For every line in the entries that contains "shape", show the whole line.

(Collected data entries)
=== Section Start ===

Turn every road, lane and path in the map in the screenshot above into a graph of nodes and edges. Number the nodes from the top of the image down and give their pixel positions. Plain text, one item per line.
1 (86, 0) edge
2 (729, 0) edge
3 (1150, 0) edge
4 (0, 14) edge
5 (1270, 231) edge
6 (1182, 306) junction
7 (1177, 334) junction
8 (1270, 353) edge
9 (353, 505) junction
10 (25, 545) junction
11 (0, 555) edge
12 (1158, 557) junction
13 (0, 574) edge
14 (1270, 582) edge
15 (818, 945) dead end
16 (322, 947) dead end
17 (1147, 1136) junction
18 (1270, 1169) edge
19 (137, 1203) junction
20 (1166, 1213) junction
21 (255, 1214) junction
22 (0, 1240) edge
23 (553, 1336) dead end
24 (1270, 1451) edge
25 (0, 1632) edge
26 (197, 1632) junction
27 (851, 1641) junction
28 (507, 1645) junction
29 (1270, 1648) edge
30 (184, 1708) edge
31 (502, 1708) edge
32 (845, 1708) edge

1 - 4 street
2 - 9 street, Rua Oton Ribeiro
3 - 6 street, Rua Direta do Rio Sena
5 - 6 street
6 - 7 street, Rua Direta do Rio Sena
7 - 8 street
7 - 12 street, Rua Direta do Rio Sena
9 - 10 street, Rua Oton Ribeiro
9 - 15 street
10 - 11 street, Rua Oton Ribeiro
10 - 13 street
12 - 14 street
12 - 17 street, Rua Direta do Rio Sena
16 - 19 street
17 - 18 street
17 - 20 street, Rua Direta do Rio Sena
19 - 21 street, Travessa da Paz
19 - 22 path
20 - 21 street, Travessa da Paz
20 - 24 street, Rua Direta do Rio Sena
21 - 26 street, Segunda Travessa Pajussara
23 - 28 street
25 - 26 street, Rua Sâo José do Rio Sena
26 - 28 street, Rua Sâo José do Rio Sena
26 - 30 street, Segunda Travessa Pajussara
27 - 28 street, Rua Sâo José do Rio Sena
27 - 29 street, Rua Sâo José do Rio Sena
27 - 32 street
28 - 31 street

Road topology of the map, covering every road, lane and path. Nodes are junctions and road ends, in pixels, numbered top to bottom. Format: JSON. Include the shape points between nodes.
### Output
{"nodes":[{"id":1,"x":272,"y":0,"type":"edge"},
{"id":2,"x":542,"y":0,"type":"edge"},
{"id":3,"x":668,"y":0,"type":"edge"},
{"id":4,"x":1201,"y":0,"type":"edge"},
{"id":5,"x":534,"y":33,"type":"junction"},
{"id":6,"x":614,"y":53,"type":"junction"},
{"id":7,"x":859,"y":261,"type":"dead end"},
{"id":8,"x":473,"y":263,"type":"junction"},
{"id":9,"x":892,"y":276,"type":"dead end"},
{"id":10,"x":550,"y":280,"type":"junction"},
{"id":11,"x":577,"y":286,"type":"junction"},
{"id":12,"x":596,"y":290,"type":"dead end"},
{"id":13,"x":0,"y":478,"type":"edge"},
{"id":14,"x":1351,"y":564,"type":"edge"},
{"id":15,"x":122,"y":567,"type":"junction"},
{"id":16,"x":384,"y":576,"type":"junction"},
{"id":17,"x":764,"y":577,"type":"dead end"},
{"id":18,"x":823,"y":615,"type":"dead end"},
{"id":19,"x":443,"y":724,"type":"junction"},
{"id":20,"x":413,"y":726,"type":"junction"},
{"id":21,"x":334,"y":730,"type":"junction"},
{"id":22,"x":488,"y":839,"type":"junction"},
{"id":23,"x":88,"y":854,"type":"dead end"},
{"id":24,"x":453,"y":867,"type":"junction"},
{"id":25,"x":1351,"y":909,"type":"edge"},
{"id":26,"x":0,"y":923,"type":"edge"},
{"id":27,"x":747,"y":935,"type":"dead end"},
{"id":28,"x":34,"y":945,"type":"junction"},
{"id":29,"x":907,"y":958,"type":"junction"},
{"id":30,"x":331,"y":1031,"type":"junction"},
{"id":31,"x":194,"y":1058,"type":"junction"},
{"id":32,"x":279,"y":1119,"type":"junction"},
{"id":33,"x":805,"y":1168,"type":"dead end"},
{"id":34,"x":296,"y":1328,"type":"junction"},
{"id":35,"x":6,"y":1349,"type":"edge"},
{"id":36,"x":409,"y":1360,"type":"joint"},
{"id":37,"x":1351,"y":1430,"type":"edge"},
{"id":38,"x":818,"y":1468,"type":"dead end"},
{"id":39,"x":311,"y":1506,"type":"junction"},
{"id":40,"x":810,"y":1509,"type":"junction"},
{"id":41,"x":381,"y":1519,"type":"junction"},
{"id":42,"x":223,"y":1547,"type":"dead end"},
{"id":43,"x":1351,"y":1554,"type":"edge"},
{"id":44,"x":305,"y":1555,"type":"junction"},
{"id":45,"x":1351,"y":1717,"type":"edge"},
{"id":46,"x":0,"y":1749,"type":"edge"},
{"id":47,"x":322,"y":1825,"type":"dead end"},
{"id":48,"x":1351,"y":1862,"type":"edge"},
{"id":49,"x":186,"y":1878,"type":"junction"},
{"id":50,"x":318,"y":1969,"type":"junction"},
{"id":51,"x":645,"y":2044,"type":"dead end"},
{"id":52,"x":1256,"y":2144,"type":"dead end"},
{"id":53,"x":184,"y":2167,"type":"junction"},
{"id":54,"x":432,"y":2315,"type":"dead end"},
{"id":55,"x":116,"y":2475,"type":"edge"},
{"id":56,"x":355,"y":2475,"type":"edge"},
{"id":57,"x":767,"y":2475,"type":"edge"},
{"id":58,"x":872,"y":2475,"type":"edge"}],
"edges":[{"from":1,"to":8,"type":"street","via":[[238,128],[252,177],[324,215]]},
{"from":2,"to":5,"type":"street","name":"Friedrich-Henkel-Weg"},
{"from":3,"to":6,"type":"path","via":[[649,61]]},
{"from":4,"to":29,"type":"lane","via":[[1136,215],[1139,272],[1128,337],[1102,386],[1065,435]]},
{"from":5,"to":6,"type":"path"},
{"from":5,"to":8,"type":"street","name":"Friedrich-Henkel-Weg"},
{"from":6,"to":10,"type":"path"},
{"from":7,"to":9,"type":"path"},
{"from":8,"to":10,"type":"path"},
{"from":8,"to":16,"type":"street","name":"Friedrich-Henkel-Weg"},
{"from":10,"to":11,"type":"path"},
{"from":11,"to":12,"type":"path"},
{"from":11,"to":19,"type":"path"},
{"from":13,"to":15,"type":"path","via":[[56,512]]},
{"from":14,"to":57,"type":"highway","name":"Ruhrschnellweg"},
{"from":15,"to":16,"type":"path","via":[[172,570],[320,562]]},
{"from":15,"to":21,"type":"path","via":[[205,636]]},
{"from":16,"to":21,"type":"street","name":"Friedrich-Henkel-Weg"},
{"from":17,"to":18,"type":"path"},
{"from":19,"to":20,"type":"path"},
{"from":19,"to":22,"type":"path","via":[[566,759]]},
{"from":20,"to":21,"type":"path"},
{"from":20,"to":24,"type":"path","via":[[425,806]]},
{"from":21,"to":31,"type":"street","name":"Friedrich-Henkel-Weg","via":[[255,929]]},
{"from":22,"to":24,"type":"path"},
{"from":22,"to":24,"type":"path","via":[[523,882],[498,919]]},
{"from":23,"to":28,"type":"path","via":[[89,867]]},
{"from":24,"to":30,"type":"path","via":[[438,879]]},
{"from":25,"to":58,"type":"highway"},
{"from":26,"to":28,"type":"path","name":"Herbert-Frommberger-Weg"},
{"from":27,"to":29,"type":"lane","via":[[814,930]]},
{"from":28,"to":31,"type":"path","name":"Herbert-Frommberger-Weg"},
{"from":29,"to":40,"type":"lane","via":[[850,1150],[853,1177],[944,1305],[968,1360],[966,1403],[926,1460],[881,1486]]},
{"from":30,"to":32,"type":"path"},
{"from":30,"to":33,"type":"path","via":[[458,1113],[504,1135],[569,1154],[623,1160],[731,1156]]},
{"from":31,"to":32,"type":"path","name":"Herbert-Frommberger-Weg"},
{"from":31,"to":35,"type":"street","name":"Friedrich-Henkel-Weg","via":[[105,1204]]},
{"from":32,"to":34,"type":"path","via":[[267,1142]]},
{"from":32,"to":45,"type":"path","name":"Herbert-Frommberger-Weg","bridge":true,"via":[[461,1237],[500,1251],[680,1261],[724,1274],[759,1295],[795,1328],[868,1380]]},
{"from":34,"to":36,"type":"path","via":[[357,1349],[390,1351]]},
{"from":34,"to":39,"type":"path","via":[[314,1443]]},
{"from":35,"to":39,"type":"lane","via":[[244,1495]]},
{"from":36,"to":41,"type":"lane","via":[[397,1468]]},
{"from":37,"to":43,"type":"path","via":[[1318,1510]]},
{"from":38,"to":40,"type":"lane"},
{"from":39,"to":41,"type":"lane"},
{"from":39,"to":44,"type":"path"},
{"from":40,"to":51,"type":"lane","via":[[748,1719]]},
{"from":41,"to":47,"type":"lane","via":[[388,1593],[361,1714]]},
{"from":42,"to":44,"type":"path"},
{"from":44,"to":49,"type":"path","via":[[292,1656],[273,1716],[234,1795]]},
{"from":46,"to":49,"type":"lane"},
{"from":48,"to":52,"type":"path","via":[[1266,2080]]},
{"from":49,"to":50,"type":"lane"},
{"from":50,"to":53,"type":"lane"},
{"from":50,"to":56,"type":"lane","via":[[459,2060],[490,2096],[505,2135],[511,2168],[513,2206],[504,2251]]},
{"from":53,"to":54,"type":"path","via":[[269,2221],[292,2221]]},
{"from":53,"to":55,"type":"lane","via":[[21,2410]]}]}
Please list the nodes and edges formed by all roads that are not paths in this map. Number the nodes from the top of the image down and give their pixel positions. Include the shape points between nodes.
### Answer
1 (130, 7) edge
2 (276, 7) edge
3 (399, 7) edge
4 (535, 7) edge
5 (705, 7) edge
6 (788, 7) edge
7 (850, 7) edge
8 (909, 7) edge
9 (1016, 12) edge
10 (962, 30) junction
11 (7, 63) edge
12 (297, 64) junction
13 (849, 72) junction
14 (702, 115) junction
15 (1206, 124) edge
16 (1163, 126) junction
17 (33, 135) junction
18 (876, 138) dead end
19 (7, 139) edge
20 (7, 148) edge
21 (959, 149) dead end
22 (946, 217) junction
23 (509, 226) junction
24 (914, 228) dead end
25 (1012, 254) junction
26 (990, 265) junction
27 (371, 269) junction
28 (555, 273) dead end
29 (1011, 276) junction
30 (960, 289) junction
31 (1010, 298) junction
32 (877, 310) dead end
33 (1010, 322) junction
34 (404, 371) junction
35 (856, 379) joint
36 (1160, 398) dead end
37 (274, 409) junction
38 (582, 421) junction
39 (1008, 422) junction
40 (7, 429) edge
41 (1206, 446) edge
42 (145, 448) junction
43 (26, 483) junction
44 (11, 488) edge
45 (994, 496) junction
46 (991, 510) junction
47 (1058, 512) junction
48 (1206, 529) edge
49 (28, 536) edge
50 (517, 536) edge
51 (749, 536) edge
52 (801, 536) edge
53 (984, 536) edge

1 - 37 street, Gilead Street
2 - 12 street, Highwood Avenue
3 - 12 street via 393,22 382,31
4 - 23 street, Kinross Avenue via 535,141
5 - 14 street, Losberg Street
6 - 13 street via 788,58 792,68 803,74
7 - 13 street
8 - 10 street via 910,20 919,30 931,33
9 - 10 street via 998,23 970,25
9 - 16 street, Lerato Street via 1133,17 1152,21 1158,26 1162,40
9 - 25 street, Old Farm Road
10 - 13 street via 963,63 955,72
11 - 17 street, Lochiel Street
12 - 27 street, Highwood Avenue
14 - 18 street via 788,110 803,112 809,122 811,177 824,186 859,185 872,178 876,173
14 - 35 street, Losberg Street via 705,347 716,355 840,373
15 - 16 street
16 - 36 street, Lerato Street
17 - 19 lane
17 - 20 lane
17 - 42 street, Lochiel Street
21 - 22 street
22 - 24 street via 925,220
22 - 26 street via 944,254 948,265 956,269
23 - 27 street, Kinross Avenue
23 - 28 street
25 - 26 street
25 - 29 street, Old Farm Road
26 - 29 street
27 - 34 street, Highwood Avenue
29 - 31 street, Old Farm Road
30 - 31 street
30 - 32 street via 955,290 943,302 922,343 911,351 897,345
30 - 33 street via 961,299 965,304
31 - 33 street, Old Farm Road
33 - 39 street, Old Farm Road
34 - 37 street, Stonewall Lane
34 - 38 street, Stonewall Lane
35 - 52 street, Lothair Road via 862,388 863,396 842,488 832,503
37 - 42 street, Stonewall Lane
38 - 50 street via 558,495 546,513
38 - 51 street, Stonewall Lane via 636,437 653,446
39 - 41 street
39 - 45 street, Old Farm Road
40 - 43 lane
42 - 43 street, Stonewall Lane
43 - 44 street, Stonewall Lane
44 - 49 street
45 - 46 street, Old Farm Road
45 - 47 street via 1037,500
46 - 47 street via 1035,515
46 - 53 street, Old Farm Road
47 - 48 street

=== Section End ===

EXERCISE RESULT —
Road topology of the map, covering every road, lane and path. Nodes are junctions and road ends, in pixels, numbered top to bottom. Format: JSON. Include the shape points between nodes.
Please list the nodes and edges formed by all roads that are not paths in this map. Number the nodes from the top of the image down and give their pixel positions. Include the shape points between nodes.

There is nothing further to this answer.